#### Brief
The response should contain every record, reproduced exactly.

#### Records to use
:::

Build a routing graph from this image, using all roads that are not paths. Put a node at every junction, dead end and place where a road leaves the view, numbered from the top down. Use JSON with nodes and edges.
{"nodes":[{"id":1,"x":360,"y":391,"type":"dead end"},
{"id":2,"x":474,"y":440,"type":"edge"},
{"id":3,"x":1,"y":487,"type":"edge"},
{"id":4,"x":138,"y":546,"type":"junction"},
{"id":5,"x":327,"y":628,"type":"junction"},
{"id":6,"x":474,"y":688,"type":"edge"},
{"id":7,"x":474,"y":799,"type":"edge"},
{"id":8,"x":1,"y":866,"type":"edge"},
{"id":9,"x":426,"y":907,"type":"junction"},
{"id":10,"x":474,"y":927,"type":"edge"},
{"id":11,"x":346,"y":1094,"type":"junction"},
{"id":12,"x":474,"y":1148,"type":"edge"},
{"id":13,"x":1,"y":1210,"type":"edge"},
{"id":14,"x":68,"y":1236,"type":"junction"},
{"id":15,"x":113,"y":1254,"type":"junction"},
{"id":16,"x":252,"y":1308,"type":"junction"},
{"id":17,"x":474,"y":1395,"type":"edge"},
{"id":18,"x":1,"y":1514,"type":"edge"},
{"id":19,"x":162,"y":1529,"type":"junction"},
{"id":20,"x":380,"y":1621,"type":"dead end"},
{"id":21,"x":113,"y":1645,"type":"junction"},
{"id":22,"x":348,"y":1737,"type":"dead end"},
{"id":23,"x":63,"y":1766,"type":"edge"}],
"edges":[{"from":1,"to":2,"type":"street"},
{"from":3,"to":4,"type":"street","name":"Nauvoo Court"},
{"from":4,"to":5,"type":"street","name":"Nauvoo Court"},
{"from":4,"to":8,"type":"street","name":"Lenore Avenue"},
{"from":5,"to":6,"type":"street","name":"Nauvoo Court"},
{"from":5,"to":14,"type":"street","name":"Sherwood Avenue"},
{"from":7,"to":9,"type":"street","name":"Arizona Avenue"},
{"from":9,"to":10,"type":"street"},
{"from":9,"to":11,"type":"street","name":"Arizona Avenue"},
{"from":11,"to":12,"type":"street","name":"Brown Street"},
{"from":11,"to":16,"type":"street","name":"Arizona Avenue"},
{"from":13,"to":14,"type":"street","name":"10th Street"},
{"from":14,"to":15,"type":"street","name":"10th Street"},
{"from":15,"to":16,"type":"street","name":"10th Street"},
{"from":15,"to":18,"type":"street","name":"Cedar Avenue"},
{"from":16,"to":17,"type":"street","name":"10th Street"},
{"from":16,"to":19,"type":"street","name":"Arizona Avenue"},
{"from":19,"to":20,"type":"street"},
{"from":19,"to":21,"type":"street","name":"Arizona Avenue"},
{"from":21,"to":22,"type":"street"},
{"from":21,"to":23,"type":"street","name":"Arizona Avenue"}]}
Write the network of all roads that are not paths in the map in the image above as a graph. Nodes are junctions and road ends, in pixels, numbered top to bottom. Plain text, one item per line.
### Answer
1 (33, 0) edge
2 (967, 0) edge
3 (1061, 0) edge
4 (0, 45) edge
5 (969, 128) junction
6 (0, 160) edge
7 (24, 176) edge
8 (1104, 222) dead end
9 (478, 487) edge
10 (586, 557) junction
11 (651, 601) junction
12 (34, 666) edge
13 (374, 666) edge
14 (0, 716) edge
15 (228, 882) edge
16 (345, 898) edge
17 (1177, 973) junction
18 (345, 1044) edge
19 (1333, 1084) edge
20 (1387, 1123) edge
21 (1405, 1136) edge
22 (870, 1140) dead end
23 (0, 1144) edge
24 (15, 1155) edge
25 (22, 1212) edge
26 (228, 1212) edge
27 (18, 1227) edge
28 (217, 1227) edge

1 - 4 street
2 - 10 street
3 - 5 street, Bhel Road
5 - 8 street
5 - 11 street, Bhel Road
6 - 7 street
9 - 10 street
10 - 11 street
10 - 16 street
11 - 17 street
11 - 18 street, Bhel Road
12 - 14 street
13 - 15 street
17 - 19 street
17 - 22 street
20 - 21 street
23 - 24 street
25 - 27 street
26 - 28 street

:::

#### Answer for this exercise
Build a routing graph from this image, using all roads that are not paths. Put a node at every junction, dead end and place where a road leaves the view, numbered from the top down. Use JSON with nodes and edges.
{"nodes":[{"id":1,"x":360,"y":391,"type":"dead end"},
{"id":2,"x":474,"y":440,"type":"edge"},
{"id":3,"x":1,"y":487,"type":"edge"},
{"id":4,"x":138,"y":546,"type":"junction"},
{"id":5,"x":327,"y":628,"type":"junction"},
{"id":6,"x":474,"y":688,"type":"edge"},
{"id":7,"x":474,"y":799,"type":"edge"},
{"id":8,"x":1,"y":866,"type":"edge"},
{"id":9,"x":426,"y":907,"type":"junction"},
{"id":10,"x":474,"y":927,"type":"edge"},
{"id":11,"x":346,"y":1094,"type":"junction"},
{"id":12,"x":474,"y":1148,"type":"edge"},
{"id":13,"x":1,"y":1210,"type":"edge"},
{"id":14,"x":68,"y":1236,"type":"junction"},
{"id":15,"x":113,"y":1254,"type":"junction"},
{"id":16,"x":252,"y":1308,"type":"junction"},
{"id":17,"x":474,"y":1395,"type":"edge"},
{"id":18,"x":1,"y":1514,"type":"edge"},
{"id":19,"x":162,"y":1529,"type":"junction"},
{"id":20,"x":380,"y":1621,"type":"dead end"},
{"id":21,"x":113,"y":1645,"type":"junction"},
{"id":22,"x":348,"y":1737,"type":"dead end"},
{"id":23,"x":63,"y":1766,"type":"edge"}],
"edges":[{"from":1,"to":2,"type":"street"},
{"from":3,"to":4,"type":"street","name":"Nauvoo Court"},
{"from":4,"to":5,"type":"street","name":"Nauvoo Court"},
{"from":4,"to":8,"type":"street","name":"Lenore Avenue"},
{"from":5,"to":6,"type":"street","name":"Nauvoo Court"},
{"from":5,"to":14,"type":"street","name":"Sherwood Avenue"},
{"from":7,"to":9,"type":"street","name":"Arizona Avenue"},
{"from":9,"to":10,"type":"street"},
{"from":9,"to":11,"type":"street","name":"Arizona Avenue"},
{"from":11,"to":12,"type":"street","name":"Brown Street"},
{"from":11,"to":16,"type":"street","name":"Arizona Avenue"},
{"from":13,"to":14,"type":"street","name":"10th Street"},
{"from":14,"to":15,"type":"street","name":"10th Street"},
{"from":15,"to":16,"type":"street","name":"10th Street"},
{"from":15,"to":18,"type":"street","name":"Cedar Avenue"},
{"from":16,"to":17,"type":"street","name":"10th Street"},
{"from":16,"to":19,"type":"street","name":"Arizona Avenue"},
{"from":19,"to":20,"type":"street"},
{"from":19,"to":21,"type":"street","name":"Arizona Avenue"},
{"from":21,"to":22,"type":"street"},
{"from":21,"to":23,"type":"street","name":"Arizona Avenue"}]}
Write the network of all roads that are not paths in the map in the image above as a graph. Nodes are junctions and road ends, in pixels, numbered top to bottom. Plain text, one item per line.
### Answer
1 (33, 0) edge
2 (967, 0) edge
3 (1061, 0) edge
4 (0, 45) edge
5 (969, 128) junction
6 (0, 160) edge
7 (24, 176) edge
8 (1104, 222) dead end
9 (478, 487) edge
10 (586, 557) junction
11 (651, 601) junction
12 (34, 666) edge
13 (374, 666) edge
14 (0, 716) edge
15 (228, 882) edge
16 (345, 898) edge
17 (1177, 973) junction
18 (345, 1044) edge
19 (1333, 1084) edge
20 (1387, 1123) edge
21 (1405, 1136) edge
22 (870, 1140) dead end
23 (0, 1144) edge
24 (15, 1155) edge
25 (22, 1212) edge
26 (228, 1212) edge
27 (18, 1227) edge
28 (217, 1227) edge

1 - 4 street
2 - 10 street
3 - 5 street, Bhel Road
5 - 8 street
5 - 11 street, Bhel Road
6 - 7 street
9 - 10 street
10 - 11 street
10 - 16 street
11 - 17 street
11 - 18 street, Bhel Road
12 - 14 street
13 - 15 street
17 - 19 street
17 - 22 street
20 - 21 street
23 - 24 street
25 - 27 street
26 - 28 street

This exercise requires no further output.